- What is required -
Scan the material and copy out each line where the word "from" occurs.

[Start of section]

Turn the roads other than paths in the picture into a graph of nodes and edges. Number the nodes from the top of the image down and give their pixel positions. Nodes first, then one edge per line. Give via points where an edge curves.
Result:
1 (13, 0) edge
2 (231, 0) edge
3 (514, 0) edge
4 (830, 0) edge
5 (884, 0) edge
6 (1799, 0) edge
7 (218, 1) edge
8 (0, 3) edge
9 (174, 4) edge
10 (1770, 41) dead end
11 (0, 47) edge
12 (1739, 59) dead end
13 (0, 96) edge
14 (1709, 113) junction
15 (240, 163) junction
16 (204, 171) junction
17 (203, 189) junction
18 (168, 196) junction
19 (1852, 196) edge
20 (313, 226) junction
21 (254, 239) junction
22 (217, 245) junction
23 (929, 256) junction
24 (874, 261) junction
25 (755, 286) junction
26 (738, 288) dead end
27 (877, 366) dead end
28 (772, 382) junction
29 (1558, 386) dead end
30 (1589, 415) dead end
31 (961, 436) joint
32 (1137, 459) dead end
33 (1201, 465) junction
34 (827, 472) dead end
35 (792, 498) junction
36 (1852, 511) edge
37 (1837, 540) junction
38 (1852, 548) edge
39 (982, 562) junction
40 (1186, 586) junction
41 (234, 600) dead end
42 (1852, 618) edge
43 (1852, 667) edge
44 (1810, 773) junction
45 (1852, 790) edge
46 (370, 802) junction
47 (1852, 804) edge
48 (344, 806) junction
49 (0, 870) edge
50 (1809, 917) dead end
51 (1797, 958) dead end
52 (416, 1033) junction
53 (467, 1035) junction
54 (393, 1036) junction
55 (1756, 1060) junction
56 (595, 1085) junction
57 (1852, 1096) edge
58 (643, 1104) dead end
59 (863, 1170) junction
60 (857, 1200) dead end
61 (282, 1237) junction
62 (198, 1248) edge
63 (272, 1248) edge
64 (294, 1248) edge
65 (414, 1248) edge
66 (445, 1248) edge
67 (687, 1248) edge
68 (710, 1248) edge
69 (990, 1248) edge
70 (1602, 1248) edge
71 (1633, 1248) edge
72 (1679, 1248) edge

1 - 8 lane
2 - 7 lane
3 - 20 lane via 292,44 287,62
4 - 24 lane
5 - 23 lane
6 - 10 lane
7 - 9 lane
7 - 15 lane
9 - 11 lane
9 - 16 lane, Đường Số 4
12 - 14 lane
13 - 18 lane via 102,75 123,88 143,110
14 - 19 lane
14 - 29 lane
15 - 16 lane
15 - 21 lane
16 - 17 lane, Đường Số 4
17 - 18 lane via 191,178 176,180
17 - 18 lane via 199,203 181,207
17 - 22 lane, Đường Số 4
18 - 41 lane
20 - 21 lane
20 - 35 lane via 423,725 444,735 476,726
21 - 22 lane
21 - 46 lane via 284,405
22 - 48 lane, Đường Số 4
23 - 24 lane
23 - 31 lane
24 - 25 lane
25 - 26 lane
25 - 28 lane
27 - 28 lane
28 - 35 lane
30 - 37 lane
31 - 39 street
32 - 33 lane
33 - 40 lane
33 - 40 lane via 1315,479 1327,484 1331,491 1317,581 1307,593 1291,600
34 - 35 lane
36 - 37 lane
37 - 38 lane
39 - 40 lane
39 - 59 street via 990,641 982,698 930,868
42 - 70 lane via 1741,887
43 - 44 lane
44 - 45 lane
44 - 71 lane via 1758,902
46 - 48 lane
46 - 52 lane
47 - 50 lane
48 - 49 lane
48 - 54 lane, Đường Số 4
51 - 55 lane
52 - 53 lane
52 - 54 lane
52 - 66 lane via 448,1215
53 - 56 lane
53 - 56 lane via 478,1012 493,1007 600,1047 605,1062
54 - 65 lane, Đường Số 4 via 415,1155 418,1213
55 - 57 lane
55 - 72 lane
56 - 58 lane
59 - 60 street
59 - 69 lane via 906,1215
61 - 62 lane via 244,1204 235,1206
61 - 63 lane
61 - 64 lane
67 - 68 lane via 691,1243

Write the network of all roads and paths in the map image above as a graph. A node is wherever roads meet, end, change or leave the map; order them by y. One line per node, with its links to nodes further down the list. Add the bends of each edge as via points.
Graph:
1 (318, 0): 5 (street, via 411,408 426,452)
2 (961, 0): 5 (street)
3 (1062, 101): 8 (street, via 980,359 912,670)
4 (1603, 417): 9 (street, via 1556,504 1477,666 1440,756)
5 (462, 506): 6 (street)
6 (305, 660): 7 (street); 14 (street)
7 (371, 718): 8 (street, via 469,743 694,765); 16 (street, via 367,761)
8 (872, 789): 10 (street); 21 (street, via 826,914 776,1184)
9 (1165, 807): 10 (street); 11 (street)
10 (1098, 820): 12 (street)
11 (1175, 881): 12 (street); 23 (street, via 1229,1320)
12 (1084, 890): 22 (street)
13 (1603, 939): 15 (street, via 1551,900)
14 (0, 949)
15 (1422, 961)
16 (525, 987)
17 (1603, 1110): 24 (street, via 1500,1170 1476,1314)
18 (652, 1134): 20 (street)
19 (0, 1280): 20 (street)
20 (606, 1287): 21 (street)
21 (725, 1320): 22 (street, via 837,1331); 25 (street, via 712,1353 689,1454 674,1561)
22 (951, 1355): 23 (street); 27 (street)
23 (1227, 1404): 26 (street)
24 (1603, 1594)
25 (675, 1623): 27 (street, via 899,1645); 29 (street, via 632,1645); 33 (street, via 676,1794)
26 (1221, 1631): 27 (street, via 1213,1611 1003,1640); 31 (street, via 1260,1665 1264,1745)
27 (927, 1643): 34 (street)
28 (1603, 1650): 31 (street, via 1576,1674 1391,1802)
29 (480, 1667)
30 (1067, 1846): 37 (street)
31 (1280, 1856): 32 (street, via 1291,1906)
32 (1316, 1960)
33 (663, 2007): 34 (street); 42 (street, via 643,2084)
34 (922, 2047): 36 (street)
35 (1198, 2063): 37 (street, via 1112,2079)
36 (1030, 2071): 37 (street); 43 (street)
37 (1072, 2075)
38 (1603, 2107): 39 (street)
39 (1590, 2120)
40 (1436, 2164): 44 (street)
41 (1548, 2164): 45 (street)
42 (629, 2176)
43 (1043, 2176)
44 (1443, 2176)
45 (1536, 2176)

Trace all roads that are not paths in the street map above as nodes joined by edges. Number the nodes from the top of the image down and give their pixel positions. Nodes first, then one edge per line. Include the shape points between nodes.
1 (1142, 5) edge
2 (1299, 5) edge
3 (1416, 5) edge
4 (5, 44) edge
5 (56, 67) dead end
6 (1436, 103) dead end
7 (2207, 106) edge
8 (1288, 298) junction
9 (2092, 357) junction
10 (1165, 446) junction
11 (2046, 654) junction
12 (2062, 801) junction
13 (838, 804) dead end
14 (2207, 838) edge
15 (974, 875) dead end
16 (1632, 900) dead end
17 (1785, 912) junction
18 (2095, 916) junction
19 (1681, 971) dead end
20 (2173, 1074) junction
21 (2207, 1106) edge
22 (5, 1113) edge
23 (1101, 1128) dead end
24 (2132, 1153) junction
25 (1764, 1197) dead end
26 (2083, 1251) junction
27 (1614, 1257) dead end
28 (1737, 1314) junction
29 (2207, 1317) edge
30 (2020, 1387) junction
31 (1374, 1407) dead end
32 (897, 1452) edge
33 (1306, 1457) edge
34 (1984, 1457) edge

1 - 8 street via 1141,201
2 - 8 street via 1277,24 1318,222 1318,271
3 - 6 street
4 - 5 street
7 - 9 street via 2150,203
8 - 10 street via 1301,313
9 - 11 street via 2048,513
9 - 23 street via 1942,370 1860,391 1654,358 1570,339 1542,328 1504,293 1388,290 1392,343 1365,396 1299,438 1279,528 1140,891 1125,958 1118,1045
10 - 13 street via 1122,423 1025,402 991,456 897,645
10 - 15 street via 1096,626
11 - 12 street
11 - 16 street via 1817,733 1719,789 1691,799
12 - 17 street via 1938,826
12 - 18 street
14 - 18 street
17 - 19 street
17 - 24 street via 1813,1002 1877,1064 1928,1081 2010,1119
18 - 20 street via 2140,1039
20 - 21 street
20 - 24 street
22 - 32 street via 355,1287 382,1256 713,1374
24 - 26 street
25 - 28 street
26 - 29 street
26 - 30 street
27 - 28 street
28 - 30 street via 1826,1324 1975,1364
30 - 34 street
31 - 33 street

[End of section]

- Response area -
Turn the roads other than paths in the picture into a graph of nodes and edges. Number the nodes from the top of the image down and give their pixel positions. Nodes first, then one edge per line. Give via points where an edge curves.
Trace all roads that are not paths in the street map above as nodes joined by edges. Number the nodes from the top of the image down and give their pixel positions. Nodes first, then one edge per line. Include the shape points between nodes.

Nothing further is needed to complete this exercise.